漢文と、その読み下しと現代語を合わせてお経を読んでたりするのだが、異質な言語である漢文を訓点を付けて、日本語で読もうとするってむちゃくちゃ天才のなせる技だと思ふ。
漢語は孤立語だから、一語一語に重層的な意味を持っているのだそうだが、よく、我々の先輩方は、異なった言語によって表現されている、仏教の描く世界を日本語で示して下さったものだと、少しく驚嘆していたりする日々ではある。
往生之業 念仏為本。法然聖人も御開山も、これが結論なのだが、なんまんだぶを称えたことのない、観念の遊戯をし、ありもしない信心とやらを求めることを材料にして、不浄説法をしている坊主の多いことは困ったものだ。いわゆる口説の芸能の徒なのだが、御開山聖人の報恩講(凡夫が仏になるという、阿弥陀如来の平等の大悲を説かれた恩徳の一分でも報謝する真似事をさせてもらおうという、浄土を真とする宗の行事の時期に沸いてくるので、少しく苦言を弄してみた。

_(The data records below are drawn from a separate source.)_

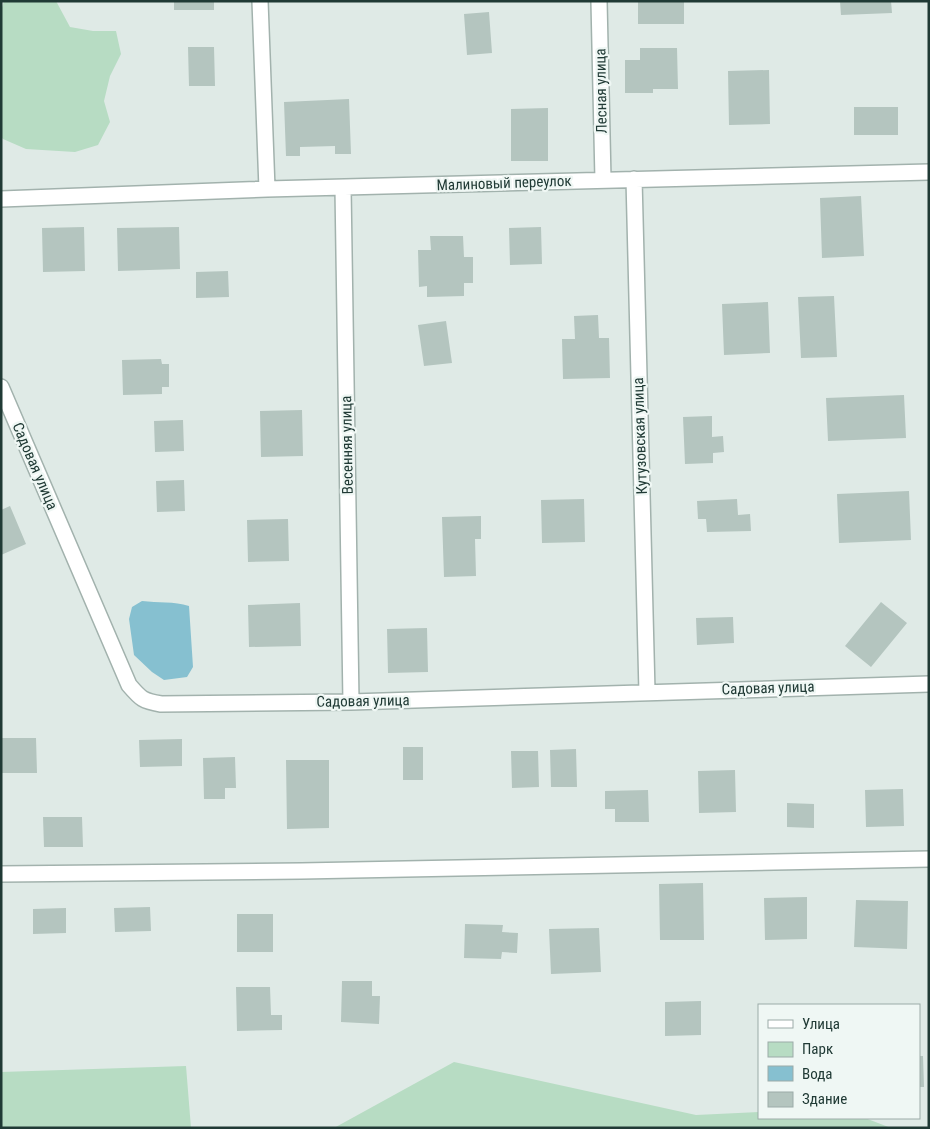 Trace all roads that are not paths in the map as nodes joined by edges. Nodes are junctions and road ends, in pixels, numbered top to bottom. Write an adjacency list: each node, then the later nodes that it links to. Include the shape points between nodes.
1 (260, 1): 7 (street)
2 (599, 1): 5 (street, Лесная улица)
3 (929, 172): 4 (street, Малиновый переулок)
4 (634, 179): 5 (street, Малиновый переулок); 11 (street, Кутузовская улица)
5 (603, 180): 6 (street, Малиновый переулок)
6 (343, 188): 7 (street, Малиновый переулок); 12 (street, Весенняя улица)
7 (267, 189): 8 (street, Малиновый переулок)
8 (1, 199)
9 (1, 387): 12 (street, Садовая улица, via 129,685 137,694 147,702 161,704)
10 (929, 684): 11 (street, Садовая улица)
11 (647, 692): 12 (street, Садовая улица)
12 (351, 702)
13 (929, 859): 14 (street)
14 (1, 874)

浄土真宗とは、往生浄土を真とするご法義であり、第十八願の乃至十念の、なんまんだぶを称えるご宗旨であって、なんまんだぶを称えない者を浄土へ迎え取るというご法義ではないのである。
このご法義は、「ただ念仏して弥陀にたすけられまゐらす」るご法義なのである。信心とか安心とは、なんまんだぶを称える上で論じる、暇つぶしであろう。多分、御開山から叱られるであろうが、あなた様の見ておられた阿弥陀如来より回向された信心の世界は、窺う術(すべ)もないのであって、あなたの著された書物によって、その片鱗を窺うしかないのである。

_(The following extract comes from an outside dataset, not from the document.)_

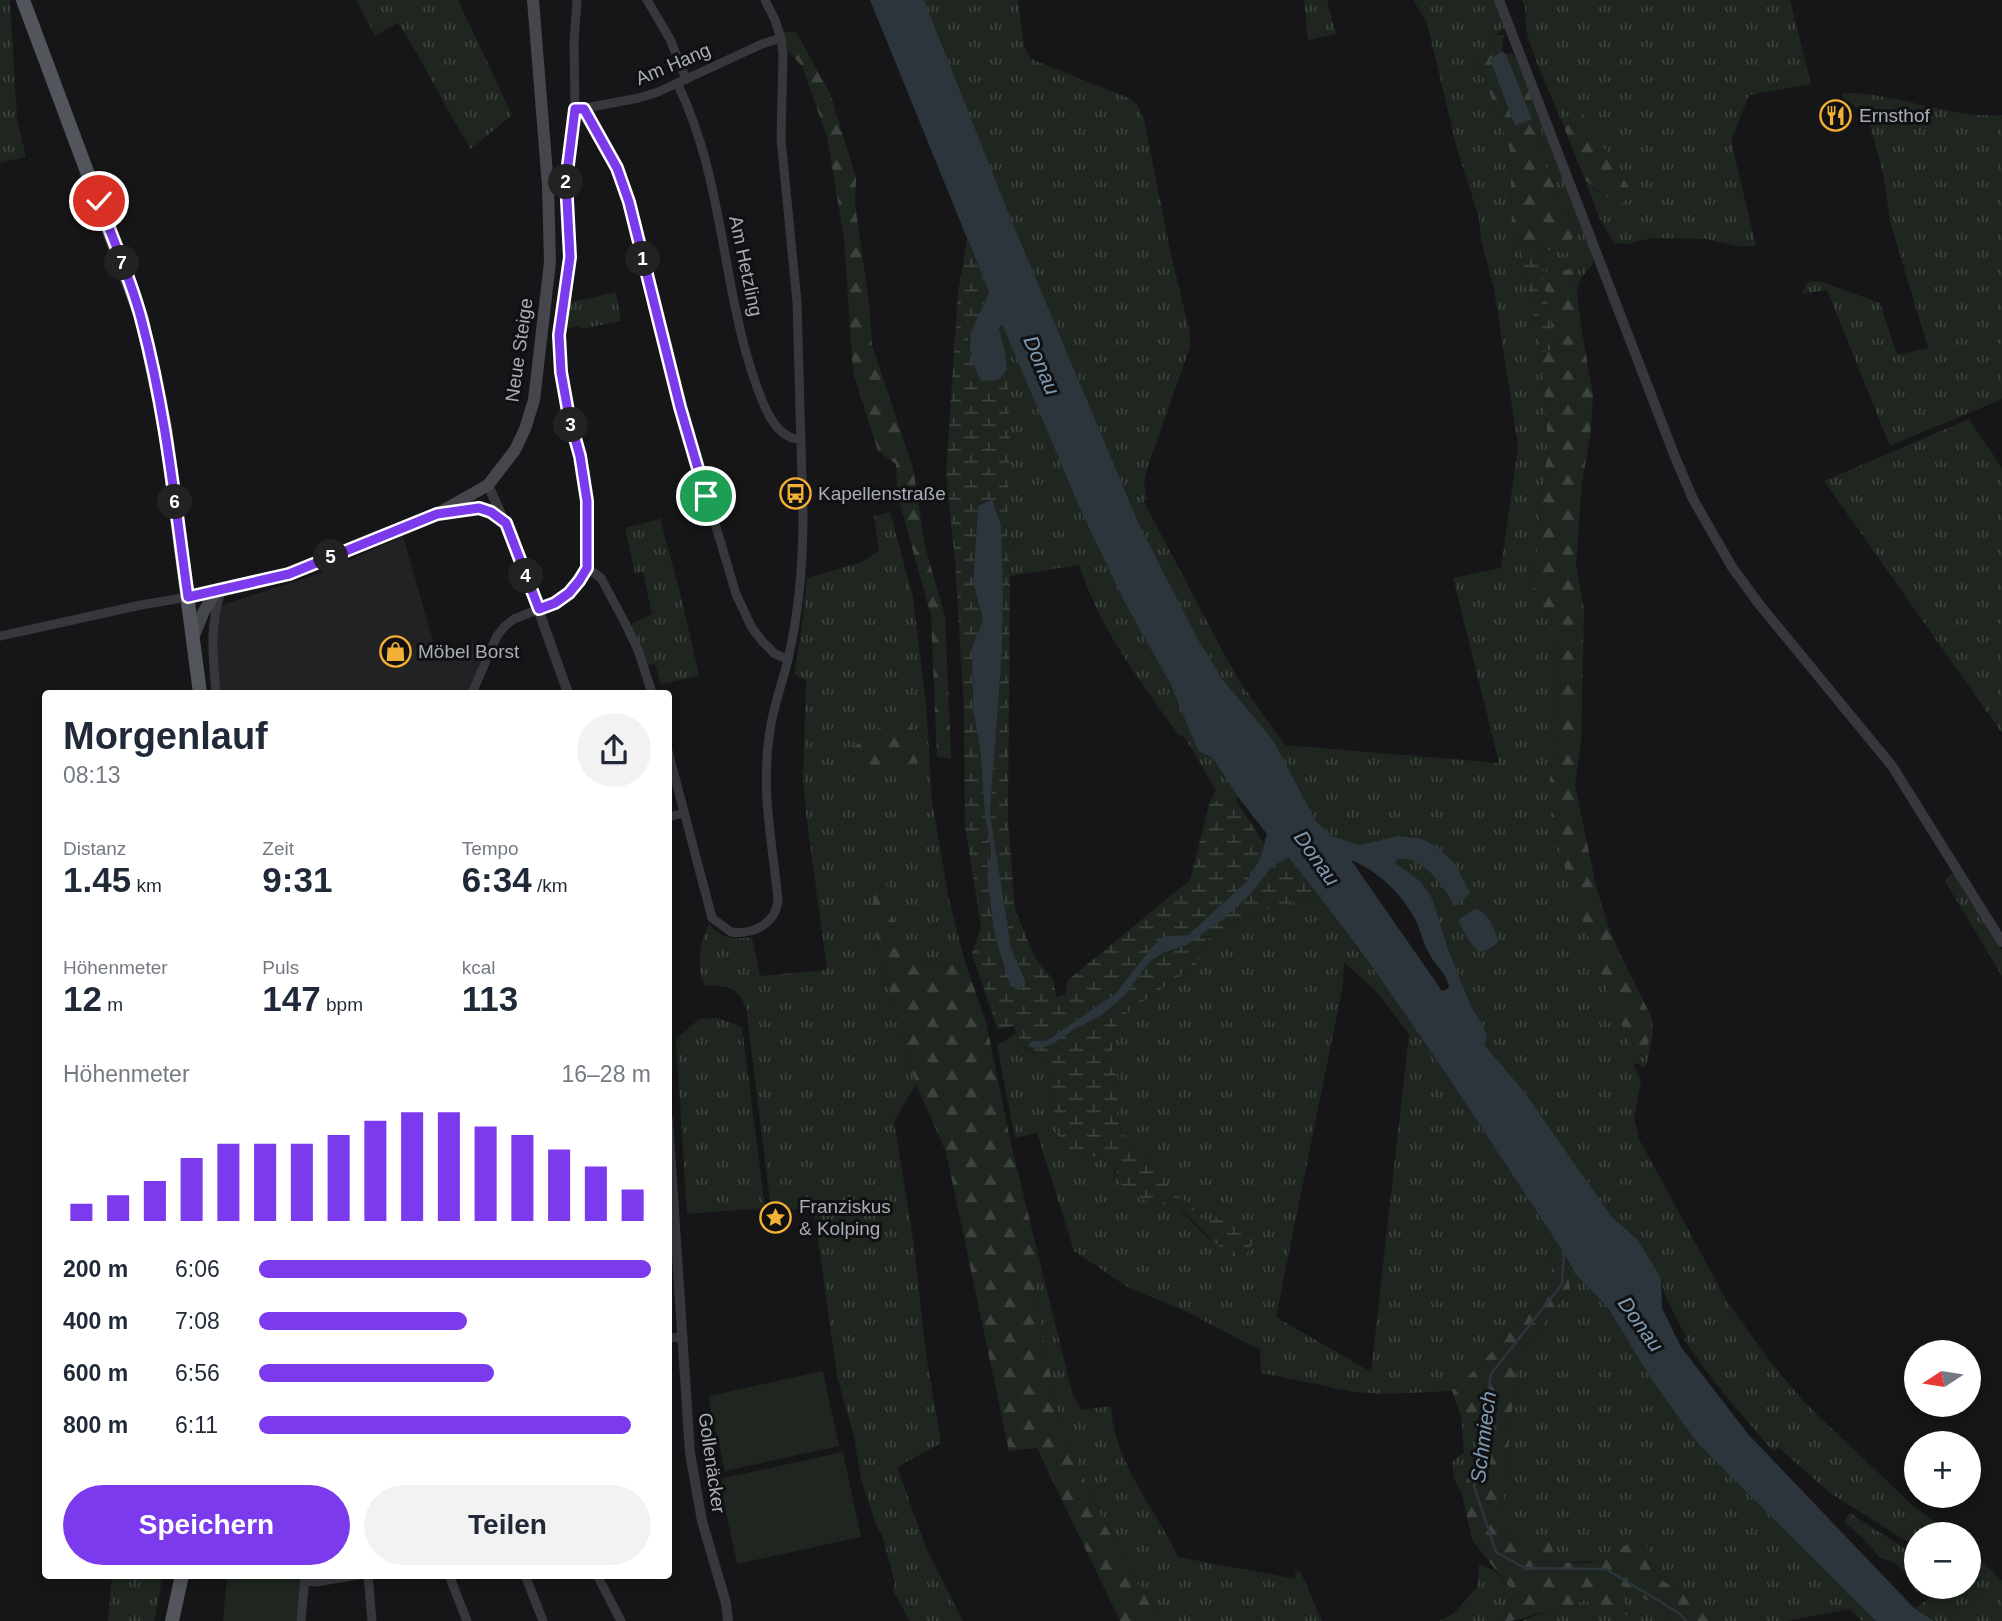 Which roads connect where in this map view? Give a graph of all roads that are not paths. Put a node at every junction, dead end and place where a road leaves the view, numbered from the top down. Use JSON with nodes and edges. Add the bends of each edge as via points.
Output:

御開山の見ておられた仏陀の覚りの世界は、窺うこともできない世界ではあるが、その世界から、林遊に、なんまんだぶと届いている世界から、御開山の感得せられたいた世界を、少しだけ窺うばかりである。
何はともあれ、信も行も、なんなんだぶにおさめて下さってあるご法義は、ありがたいことではある。
なんまんだぶ、なんまんだぶ、これ最強だな。